En mi ensayo reciente “El imperio de la mentira como fisiología del poder” (Papel Literario,18 de junio de 2023), cuya recensión me sirvió para la lección de marras, preciso que lo vertebral o lo que más se ve afectado por el “reseteo” de memorias” tras el «quiebre epocal» en marcha, es el lenguaje, sus significados precisos. Es este el que nos permite “descubrir esa honda resonancia de la intimidad que alcanza, en nuestra propia historia, la historia de los otros hombres”. Todo se oscurece.
Sin estos hombres, interactuando todos y cada uno en el aula o la plaza pública bajo el sol y si nos limitamos al habla frente al espejo del narciso digital, no habrá posibilidad para una verdadera educación, menos para una educación en valores, cívica y democrática. Aquella y ésta son tributarias de la razón iluminada, de la elección informada y veraz.

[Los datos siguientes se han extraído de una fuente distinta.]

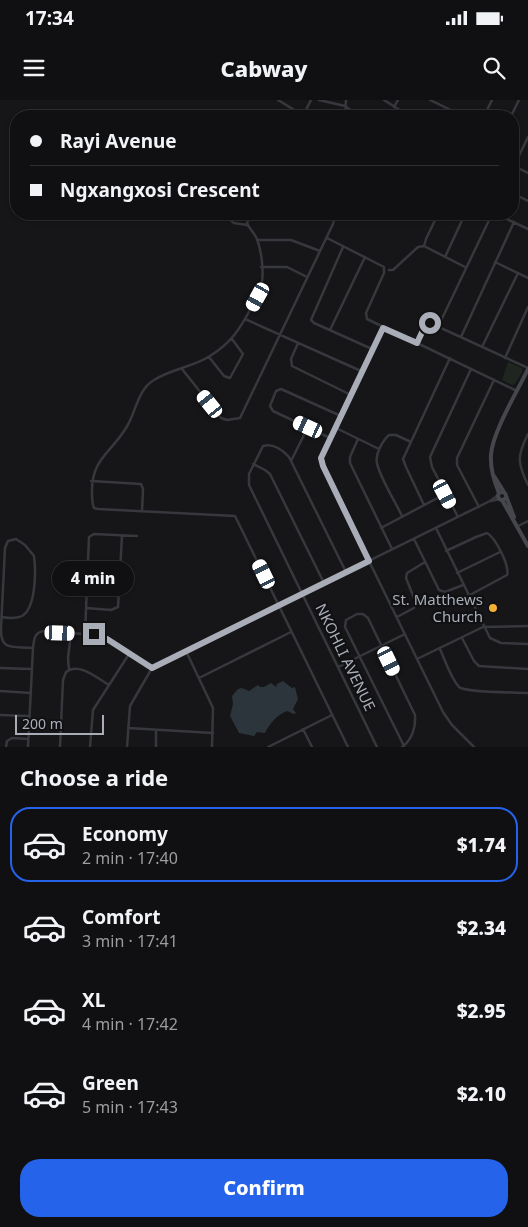 <!DOCTYPE html>
<meta charset="utf-8">
<style>
:root{--surface:#101012;--page:#19191b;--text:#f1f3f6;--muted:#9c9d9f;--line:#303032;--accent:#2563eb}
body{margin:0;font-family:"Noto Sans",sans-serif;background:var(--page);color:var(--text);height:100vh;display:flex;flex-direction:column;font-size:19px;white-space:nowrap}
*{box-sizing:border-box;margin:0}
p{font-size:16px;color:var(--muted)}
.icon{flex:none;width:28px;height:28px;fill:none;stroke:currentColor;stroke-width:2;stroke-linecap:round;stroke-linejoin:round}
.map{position:relative;height:647px;overflow:hidden}
.side{display:flex;flex-direction:column;background:var(--surface);flex:1}
.side>*{flex:none}
.hud{position:absolute;left:10px;top:10px;width:509px;height:110px;border-radius:20px;box-shadow:0 1px 4px #0004,0 0 0 1px var(--line);display:grid;align-content:center;height:110px;padding:0 20px;background:var(--surface)}
.scale{position:absolute;left:15px;bottom:12px;width:89px;box-sizing:border-box;padding-left:5px;border:2px solid #a8adb8;border-top:0;font-size:14px;line-height:18px;white-space:nowrap;color:#a8adb8;-webkit-text-stroke:4px #111113;paint-order:stroke}
.end{position:absolute;width:22px;height:22px;margin:-11px;border:6px solid #a8adb8;background:#111;box-shadow:0 0 0 2px #111}
.from{border-radius:50%}
.bubble{position:absolute;height:35px;border-radius:18px;background:var(--surface);box-shadow:0 1px 4px #0004,0 0 0 1px var(--line);font-size:16px;font-weight:800;line-height:35px;text-align:center}
.car{position:absolute;width:15px;height:30px;margin:-15px -8px;border-radius:6px;box-shadow:0 0 4px 1px #0007;background:linear-gradient(#fff 24%,#345 0 40%,#fff 0 76%,#345 0 86%,#fff 0)}
.hud b{display:flex;align-items:center;gap:18px;height:48px;font-size:19px}
.hud b+b{border-top:1px solid var(--line)}
.hud i{width:12px;height:12px;background:var(--text)}
ul{padding:0;list-style:none}
li{display:flex;align-items:center;gap:15px;height:75px;margin:0 10px 8px;padding:0 10px;border:2px solid transparent;border-radius:20px}
li div{flex:1}
li b{display:block;font-size:19px}
li em{font-style:normal;font-weight:800}
li.active{border-color:var(--accent)}
li>.icon{width:45px;height:45px;stroke-width:1.5}
h2{padding:0 20px;font-size:22px;line-height:60px}
.action{display:flex;gap:10px;margin-top:auto;padding:10px 20px}
.action a{flex:1;height:58px;border-radius:20px;background:var(--accent);color:#fff;font-size:20px;font-weight:800;line-height:58px;text-align:center}
.status{display:flex;justify-content:space-between;align-items:center;height:35px;padding:0 25px;background:var(--surface);direction:ltr}
.status svg{height:14px;fill:currentColor}
header{display:flex;justify-content:space-between;align-items:center;height:65px;padding:0 20px;background:var(--surface);font-size:22px;font-weight:800}
.map>svg:first-child{display:block}
</style>
<div class="status"><b>17:34</b><svg viewBox="0 0 49 12"><path d="M0 12V9h3v3zM5 12V6h3v6zM10 12V3h3v9zM15 12V0h3v12zM26 1h20v11H26zM47 4h2v5h-2z"/></svg></div>
<header><svg class="icon" aria-label="menu" viewBox="0 0 24 24"><path d="M4 6h16M4 12h16M4 18h16"/></svg>Cabway<svg class="icon" aria-label="search" viewBox="0 0 24 24"><circle cx="10" cy="10" r="6"/><path d="M15 15l6 6"/></svg></header>
<div class="map">
<svg width="528" height="647" viewBox="0 0 528 647">
<rect width="100%" height="100%" fill="#161618"/>
<!-- green -->
<path fill="#1e261f" d="M508,262L522,268V272L515,284L512,285L502,280Z"/>
<!-- water -->
<path fill="#2c353c" d="M283,581L292,588L295,587L298,599L293,609L296,613L294,614L287,611C277,615 270,623 265,633L257,632L254,636L239,633L230,616L233,604L232,596L238,589L242,588L249,591L258,585L260,587H264L271,583L276,587L277,584Z"/>
<g fill="none" stroke-linecap="round" stroke-linejoin="round">
<!-- street -->
<path stroke="#37383d" stroke-width="2.5" d="M278,0L304,16
M319,0L345,6L359,16
M384,0L409,16
M430,0L463,16
M394,7L398,0
M303,16L311,0
M345,16L346,0
M484,16L492,0
M511,16L519,0
M514,66L528,37
M514,66L528,73
M512,93L528,101
M222,114L234,123L247,125
M252,114L247,123C249,129 254,132 257,139C262,153 265,176 260,191C258,197 254,203 251,208C240,229 231,243 210,256C193,267 171,269 154,280C137,290 136,313 126,328C111,353 91,359 92,393C92,398 92,403 94,408L98,409L235,416L348,647
M438,114L426,139L424,146L465,167
M496,114L528,129
M327,138L384,167V173L366,213L367,219L517,291
M257,140H291L320,151
M343,147L311,220L314,223L372,249
M445,157L465,114
M495,162L528,178
M261,167H287L307,177
M389,170H393L418,147L424,146
M245,219L361,271
M438,227L492,114
M383,228L330,338L321,359V363L443,612L452,625L474,647
M330,230L365,157
M461,237L514,122
M298,243L291,259L292,266L351,295
M417,243L425,226L430,223L528,268
M482,247L518,173
M209,257L224,276L230,278L243,254L232,239
M505,258L528,207
M182,269L221,318L227,320L240,318L333,124L334,119L332,114
M336,328L379,349
M528,334C517,356 517,362 528,385
M330,338L273,311L270,306L276,291L281,289L341,316
M358,339L350,357V363L392,449
M291,361L308,327
M253,364L265,370L270,374L324,483
M91,381L141,384L143,389L142,411
M491,401L500,399
M424,405L406,367L403,359L450,258
M479,407L457,365V358L494,280
M402,416C396,403 379,376 377,363C375,354 383,340 389,335H396L411,342
M458,417L432,367L430,357L471,269
M518,426L528,421
M381,428L445,394
M436,428L490,538L501,543L528,544
M414,439L439,490L445,492L463,485
M446,451L476,437L487,433C495,437 510,466 507,475L468,496
M346,472L289,357C283,350 273,343 263,346L249,374V385L377,647
M457,473L500,452
M86,508L111,510L118,507L122,436
M2,517C8,518 16,519 22,516C36,508 36,471 34,456L25,445L16,439L8,441L5,448L1,528C0,552 14,546 33,548
M397,517L414,508L416,503L406,478L407,473L425,462
M85,534L89,437L94,434L137,436
M462,538L474,561L479,566L528,569
M440,549C445,560 450,577 459,587C466,593 516,592 528,593
M186,551L213,608L212,647
M417,559L483,527L528,526
M338,567L405,534
M0,568L31,569
M69,570L68,558L71,533
M199,578L291,532
M0,591L31,593
M0,615L29,616
M128,628L213,633
M303,629L312,647
M6,647L7,641L12,638L28,639
M28,647L33,548C34,540 34,533 43,531L98,535L107,539L152,568
M60,647L63,580L66,572C79,562 97,578 109,585
M90,647L93,610L129,554
M127,647L130,606L152,568L490,401L498,395
M156,647V631
M268,647L332,615
M402,647C412,640 416,627 415,615L368,518L363,514H357L346,520L345,527L404,646"/>
<!-- secondary -->
<path stroke="#45474d" stroke-width="4" d="M494,376L504,392
M498 396a4 4 0 1 1 8 0a4 4 0 1 1-8 0Z
M499,393C494,381 490,368 491,355C492,333 518,290 528,269
M506,396L514,417
M502,400L528,446"/>
</g>
<g fill="none" stroke-linecap="round" stroke-linejoin="round">
<!-- route -->
<path stroke="#a8adb8" stroke-width="6" d="M94,534L107,539L152,568L369,461L323,366L321,358L383,228L417,243L424,228L430,223"/>
</g>
<!-- markers -->
<circle fill="#f2b134" stroke="#111113" stroke-width="2" cx="493" cy="508" r="5"/>
<g text-anchor="middle" dominant-baseline="central" stroke-width="4.5" stroke-linejoin="round" paint-order="stroke">
<!-- poi labels -->
<g font-size="15" fill="#a8adb8" stroke="#111113" text-anchor="end">
<text x="483" y="499">St. Matthews<tspan x="483" dy="17">Church</tspan></text>
</g>
<!-- street labels -->
<g font-size="15" fill="#a8adb8" stroke="#111113">
<text transform="translate(346 557) rotate(64)">NKOHLI AVENUE</text>
</g>
</g>
</svg>
<div class="scale">200 m</div>
<i class="end from" style="left:430px;top:223px"></i>
<i class="end" style="left:94px;top:534px"></i>
<div class="bubble" style="left:52px;top:461px;width:82px">4 min</div>
<i class="car" style="left:258px;top:197px;rotate:209deg"></i>
<i class="car" style="left:210px;top:304px;rotate:321deg"></i>
<i class="car" style="left:308px;top:327px;rotate:295deg"></i>
<i class="car" style="left:445px;top:394px;rotate:152deg"></i>
<i class="car" style="left:264px;top:474px;rotate:334deg"></i>
<i class="car" style="left:60px;top:533px;rotate:92deg"></i>
<i class="car" style="left:389px;top:561px;rotate:154deg"></i>
<div class="hud">
<b><i class="from"></i>Rayi Avenue</b>
<b><i></i>Ngxangxosi Crescent</b>
</div>
</div>
<section class="side">
<h2>Choose a ride</h2>
<ul>
<li class="active"><svg class="icon" aria-label="car" viewBox="0 0 24 24"><path d="M5 17H2v-5l4-1 3-4h7l3 4 3 1v5h-3M9 17h6M6 11h13"/><circle cx="7" cy="17" r="2"/><circle cx="17" cy="17" r="2"/></svg><div><b>Economy</b><p>2 min · 17:40</p></div><em>$1.74</em></li>
<li><svg class="icon" aria-label="car" viewBox="0 0 24 24"><path d="M5 17H2v-5l4-1 3-4h7l3 4 3 1v5h-3M9 17h6M6 11h13"/><circle cx="7" cy="17" r="2"/><circle cx="17" cy="17" r="2"/></svg><div><b>Comfort</b><p>3 min · 17:41</p></div><em>$2.34</em></li>
<li><svg class="icon" aria-label="car" viewBox="0 0 24 24"><path d="M5 17H2v-5l4-1 3-4h7l3 4 3 1v5h-3M9 17h6M6 11h13"/><circle cx="7" cy="17" r="2"/><circle cx="17" cy="17" r="2"/></svg><div><b>XL</b><p>4 min · 17:42</p></div><em>$2.95</em></li>
<li><svg class="icon" aria-label="car" viewBox="0 0 24 24"><path d="M5 17H2v-5l4-1 3-4h7l3 4 3 1v5h-3M9 17h6M6 11h13"/><circle cx="7" cy="17" r="2"/><circle cx="17" cy="17" r="2"/></svg><div><b>Green</b><p>5 min · 17:43</p></div><em>$2.10</em></li>
</ul>
<div class="action"><a>Confirm</a></div>
</section>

En los predios de la perturbación del “lenguaje” y la banalización de los significados –no sólo a propósito de lo que ocurre con la cuestión identitaria: Ellos, Ellas, Elles– es donde prende la mentira y se vuelve posverdad. Y la explicación huelga. El lenguaje, lo confirma Emilio Lledó, es el que “hace consciente en lo colectivo las experiencias de cada individualidad”. Si cada uno y cada cual, a la manera de una torre de Babel, forja sus propios significantes, ni los unos ni los otros podrán trasladar sus experiencias ni volverlas acervo que les asegure la confianza recíproca y su prolongación hacia las generaciones venideras.

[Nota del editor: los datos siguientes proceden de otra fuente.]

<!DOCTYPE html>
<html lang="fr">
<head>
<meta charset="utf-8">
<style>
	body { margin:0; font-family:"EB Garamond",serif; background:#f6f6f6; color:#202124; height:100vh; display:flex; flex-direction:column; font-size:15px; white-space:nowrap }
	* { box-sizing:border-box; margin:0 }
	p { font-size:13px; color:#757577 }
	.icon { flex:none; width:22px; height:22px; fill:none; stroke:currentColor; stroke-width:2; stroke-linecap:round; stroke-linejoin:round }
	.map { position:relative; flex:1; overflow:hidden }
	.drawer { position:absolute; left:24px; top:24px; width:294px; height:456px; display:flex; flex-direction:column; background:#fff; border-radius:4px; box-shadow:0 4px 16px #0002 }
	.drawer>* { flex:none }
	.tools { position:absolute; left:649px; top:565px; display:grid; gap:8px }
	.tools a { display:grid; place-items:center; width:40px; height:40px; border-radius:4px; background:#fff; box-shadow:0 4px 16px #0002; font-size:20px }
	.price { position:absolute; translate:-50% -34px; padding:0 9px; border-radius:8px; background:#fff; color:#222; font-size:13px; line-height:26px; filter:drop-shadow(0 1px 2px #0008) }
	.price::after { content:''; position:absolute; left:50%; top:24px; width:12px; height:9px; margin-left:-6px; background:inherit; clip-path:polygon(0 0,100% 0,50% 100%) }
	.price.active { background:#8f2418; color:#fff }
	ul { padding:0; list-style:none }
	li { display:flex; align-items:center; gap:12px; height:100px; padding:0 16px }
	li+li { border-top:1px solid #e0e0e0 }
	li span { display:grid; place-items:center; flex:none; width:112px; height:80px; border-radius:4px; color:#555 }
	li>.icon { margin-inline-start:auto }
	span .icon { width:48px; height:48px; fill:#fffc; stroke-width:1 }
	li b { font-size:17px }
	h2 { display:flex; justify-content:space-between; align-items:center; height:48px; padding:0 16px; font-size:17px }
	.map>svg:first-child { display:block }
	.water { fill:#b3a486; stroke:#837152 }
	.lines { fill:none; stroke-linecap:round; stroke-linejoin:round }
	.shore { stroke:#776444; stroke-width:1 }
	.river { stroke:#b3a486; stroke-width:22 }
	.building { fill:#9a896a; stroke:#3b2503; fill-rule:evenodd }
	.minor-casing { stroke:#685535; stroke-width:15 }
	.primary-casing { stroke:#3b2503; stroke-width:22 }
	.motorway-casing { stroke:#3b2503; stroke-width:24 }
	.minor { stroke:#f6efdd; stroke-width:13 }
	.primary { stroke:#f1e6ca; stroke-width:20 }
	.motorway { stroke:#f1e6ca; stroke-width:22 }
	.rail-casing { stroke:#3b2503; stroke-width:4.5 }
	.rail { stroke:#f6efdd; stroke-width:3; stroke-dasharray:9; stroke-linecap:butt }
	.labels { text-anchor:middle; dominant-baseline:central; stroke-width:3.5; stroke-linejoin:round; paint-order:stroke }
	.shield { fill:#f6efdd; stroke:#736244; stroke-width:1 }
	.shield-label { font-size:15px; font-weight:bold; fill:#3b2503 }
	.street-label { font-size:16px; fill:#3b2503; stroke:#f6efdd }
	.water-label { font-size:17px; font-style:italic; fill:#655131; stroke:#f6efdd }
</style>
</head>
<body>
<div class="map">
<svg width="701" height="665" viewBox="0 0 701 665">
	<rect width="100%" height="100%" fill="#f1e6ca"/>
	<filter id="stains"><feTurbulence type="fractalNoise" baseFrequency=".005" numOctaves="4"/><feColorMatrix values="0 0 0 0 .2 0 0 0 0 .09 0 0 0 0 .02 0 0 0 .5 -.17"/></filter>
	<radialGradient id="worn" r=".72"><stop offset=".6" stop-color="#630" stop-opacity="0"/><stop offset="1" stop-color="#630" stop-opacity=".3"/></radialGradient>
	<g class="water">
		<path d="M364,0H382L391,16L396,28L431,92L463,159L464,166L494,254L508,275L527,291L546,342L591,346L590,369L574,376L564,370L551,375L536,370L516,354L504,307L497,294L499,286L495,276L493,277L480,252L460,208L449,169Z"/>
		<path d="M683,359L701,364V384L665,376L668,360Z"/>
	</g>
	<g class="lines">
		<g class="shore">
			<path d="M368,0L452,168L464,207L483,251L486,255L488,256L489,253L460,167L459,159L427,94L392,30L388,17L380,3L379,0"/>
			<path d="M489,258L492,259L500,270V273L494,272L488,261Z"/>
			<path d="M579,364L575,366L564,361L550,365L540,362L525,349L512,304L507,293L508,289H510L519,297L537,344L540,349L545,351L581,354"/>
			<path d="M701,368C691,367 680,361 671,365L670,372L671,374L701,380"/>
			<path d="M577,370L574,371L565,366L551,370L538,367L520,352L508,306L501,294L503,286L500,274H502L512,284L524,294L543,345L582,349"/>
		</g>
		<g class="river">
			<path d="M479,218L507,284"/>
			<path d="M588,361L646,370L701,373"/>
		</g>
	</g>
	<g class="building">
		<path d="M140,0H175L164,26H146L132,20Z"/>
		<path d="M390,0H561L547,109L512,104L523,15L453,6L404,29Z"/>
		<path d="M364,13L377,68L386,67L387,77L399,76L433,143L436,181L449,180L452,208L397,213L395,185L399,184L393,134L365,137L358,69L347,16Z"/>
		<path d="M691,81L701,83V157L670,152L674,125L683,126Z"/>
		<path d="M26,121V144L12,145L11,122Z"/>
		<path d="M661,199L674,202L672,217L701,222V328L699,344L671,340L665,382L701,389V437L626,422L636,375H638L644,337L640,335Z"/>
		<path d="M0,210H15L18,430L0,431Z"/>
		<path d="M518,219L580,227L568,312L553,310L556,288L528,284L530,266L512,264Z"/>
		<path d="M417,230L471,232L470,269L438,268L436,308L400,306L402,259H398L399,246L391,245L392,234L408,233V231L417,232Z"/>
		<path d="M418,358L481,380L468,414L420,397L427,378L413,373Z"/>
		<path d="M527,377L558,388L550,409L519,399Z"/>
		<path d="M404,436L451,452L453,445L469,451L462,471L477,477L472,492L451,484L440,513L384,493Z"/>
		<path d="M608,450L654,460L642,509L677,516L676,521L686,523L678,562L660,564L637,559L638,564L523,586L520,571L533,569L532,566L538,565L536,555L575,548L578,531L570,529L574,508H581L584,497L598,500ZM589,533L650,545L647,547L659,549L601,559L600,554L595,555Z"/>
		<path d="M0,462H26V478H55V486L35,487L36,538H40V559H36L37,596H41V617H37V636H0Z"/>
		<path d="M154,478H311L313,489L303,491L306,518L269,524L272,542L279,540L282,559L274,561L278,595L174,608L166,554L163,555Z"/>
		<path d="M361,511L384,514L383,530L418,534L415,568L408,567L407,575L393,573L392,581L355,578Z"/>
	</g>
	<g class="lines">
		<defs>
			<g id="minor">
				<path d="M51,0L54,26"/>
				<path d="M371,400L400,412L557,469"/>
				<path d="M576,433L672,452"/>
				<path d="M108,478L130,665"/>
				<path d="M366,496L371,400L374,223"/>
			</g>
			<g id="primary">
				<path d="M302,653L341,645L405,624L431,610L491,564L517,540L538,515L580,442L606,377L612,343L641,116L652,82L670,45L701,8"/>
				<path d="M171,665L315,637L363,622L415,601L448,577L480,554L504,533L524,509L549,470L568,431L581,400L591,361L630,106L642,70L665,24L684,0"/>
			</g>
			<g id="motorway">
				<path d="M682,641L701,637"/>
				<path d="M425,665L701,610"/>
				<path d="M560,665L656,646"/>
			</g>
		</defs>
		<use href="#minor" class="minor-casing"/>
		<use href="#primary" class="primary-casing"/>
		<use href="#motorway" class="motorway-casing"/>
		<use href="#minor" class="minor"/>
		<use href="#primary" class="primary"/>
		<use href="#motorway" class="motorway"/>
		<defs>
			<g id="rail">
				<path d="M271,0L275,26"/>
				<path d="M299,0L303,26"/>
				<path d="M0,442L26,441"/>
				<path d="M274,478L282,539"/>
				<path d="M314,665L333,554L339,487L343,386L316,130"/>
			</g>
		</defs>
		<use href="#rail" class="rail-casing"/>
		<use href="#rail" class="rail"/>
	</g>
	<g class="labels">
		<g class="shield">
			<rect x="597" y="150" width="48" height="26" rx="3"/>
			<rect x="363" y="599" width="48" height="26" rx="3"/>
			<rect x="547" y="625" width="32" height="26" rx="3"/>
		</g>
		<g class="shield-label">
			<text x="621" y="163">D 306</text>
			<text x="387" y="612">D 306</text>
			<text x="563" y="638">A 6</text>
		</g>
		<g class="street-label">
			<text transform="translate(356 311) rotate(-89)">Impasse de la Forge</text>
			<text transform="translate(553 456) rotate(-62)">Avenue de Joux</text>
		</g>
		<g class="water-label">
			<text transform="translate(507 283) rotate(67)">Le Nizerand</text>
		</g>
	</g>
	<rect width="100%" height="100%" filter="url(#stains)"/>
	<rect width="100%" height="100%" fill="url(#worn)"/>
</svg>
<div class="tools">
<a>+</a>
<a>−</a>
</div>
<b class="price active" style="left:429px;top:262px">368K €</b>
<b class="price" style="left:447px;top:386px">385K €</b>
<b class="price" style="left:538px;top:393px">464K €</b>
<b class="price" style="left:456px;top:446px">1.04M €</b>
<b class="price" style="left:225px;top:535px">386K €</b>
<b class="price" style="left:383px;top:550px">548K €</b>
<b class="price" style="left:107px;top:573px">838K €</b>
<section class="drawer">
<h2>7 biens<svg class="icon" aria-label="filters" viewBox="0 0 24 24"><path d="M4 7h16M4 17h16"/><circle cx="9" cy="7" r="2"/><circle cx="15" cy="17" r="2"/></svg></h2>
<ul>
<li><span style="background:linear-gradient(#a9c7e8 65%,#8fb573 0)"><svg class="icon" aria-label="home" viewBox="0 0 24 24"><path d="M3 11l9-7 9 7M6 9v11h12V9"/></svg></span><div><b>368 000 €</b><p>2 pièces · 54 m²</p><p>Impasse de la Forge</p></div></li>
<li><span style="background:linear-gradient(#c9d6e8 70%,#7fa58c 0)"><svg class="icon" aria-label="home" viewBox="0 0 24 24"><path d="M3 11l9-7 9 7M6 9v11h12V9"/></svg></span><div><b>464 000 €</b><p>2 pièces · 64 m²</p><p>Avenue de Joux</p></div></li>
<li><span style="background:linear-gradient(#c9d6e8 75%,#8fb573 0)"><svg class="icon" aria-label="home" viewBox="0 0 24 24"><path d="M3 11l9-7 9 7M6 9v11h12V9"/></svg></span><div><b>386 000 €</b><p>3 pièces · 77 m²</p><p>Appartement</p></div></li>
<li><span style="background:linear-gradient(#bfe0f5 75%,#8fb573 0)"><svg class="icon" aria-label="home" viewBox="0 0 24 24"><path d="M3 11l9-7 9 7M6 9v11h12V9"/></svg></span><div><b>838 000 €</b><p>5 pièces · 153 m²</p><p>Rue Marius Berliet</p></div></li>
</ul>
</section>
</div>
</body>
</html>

La posverdad, expandida por el uso abusivo del andamiaje digital y de la inteligencia artificial (IA), es la que hace posible, al término, las dictaduras populistas y sus autoritarismos electivos por los caminos formales de la democracia; pues a esta se la vacía de contenido y significado. Me pregunto, al cabo, ¿cuánto de la data del ChatGPT procede de universidades o académicos comprometidos con la libertad y la primacía ordenadora de la dignidad humana, centros neurálgicos de la civilización occidental?